The ELKBeats Stack: Getting E, L, and K to play nice together

Read the first item in this Table of Contents if you haven't been here before.

Table of Contents


Putting it Together

Change the output stanza of /etc/logstash/conf.d/apache.conf, adding a feed to elasticsearch:

output {
        stdout { codec => rubydebug }
        elasticsearch { } # yup, empty
}

You can keep, comment out, or remove the stdout feed: I'm leaving it active until I trust the setup a bit more.

Restart logstash with systemctl restart logstash. If you're getting a logstash error in the log, remember to try running this:

# /opt/logstash/bin/logstash --configtest --config /etc/logstash/conf.d/apache.conf
Configuration OK

This shows a passing configuration.

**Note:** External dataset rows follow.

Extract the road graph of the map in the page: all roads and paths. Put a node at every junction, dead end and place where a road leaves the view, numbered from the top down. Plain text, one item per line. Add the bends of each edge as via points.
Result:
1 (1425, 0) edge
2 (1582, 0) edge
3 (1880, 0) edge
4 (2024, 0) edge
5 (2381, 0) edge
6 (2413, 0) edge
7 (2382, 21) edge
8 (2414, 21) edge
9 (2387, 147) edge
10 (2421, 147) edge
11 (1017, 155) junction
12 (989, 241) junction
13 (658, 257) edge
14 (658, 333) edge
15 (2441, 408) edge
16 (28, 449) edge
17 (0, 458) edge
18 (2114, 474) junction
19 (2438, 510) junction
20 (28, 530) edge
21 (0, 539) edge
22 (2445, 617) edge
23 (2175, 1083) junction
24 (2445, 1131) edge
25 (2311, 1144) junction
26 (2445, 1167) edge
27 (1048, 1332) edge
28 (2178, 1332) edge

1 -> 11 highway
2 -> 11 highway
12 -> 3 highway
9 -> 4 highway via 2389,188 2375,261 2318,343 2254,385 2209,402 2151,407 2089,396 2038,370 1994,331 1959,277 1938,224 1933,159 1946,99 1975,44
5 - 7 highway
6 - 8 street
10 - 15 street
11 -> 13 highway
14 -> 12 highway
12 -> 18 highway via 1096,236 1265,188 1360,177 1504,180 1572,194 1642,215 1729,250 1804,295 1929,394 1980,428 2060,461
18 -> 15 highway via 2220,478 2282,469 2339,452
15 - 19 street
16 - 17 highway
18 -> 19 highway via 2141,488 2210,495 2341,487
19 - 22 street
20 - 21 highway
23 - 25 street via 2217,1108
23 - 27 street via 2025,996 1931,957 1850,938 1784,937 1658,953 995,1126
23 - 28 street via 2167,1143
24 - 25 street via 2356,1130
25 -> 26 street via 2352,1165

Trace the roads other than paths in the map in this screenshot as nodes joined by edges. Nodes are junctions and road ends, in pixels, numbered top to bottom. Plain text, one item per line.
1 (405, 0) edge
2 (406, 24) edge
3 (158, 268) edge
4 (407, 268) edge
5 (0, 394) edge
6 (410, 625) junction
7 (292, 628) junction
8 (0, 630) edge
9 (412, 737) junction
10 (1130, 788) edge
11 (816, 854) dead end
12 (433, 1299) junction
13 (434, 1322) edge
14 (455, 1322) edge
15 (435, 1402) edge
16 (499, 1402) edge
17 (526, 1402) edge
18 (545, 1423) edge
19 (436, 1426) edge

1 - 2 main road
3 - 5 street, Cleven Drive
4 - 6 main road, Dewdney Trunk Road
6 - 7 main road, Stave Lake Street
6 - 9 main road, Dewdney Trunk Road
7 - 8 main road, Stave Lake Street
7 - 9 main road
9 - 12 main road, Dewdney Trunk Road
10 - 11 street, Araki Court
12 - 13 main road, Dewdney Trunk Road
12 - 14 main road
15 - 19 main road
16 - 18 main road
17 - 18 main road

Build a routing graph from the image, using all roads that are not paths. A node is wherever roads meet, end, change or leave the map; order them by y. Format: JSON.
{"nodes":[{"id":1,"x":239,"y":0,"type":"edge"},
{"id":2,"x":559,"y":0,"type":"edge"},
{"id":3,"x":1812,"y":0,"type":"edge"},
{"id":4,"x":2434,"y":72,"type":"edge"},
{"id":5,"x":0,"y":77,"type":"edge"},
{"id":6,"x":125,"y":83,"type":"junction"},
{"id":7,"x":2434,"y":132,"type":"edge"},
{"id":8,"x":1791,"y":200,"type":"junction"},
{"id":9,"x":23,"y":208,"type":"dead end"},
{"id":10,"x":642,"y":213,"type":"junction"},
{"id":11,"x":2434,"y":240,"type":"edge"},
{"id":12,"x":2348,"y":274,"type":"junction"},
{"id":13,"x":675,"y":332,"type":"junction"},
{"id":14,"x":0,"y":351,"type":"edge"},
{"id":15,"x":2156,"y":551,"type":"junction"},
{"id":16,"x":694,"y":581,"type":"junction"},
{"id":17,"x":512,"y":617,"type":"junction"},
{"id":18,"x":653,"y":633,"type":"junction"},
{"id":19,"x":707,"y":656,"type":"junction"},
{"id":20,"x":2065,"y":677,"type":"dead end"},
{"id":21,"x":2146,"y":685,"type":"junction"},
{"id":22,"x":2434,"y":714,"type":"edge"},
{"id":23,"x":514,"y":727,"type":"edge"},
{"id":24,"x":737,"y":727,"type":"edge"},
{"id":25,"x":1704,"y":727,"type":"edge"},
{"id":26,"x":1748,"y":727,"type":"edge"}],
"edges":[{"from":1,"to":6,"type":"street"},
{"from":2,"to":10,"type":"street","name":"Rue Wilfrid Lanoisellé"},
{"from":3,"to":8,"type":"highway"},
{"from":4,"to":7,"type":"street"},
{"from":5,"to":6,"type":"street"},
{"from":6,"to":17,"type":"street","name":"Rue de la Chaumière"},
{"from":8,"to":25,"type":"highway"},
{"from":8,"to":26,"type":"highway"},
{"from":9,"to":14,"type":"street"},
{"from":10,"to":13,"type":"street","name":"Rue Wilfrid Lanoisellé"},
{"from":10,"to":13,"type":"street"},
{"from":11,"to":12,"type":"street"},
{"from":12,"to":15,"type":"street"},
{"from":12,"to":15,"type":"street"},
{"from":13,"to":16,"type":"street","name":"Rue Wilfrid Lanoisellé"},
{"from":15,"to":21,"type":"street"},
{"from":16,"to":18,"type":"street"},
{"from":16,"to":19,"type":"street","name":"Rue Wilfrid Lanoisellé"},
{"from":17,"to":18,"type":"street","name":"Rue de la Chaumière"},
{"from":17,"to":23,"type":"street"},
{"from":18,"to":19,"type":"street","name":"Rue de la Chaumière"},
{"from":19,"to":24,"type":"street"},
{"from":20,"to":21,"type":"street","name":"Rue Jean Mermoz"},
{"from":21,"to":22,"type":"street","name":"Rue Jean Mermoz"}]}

The failure messages aren't terribly helpful, but do offer a bit of direction.

Hit "http://localhost/" a few times to feed logstash some data. Then use curl or wget to visit elasticsearch at "localhost:9200/_cat/indices" (Kibana is available remotely: this is not, has to be fetched from localhost). Before I properly configured logstash so it could fetch the Apache log file, I was getting this:

green open .kibana 1 0 1 0 3.1kb 3.1kb

After correctly configuring logstash:

green open logstash-2016.03.03 5 0 46 0 98.4kb 98.4kb
green open .kibana             1 0  1 0  3.1kb  3.1kb

Once that's working, it's time to try kibana: visit "http://localhost:5601". It will ask you about its configuration, but if it has no data to work with it won't actually let you complete the configuration. If it does have data, you can proceed and start to tinker with it.


Continue to The ELK Stack with Beats: Feeding Logstash with Beats (Insecure - so far), the next article in this series.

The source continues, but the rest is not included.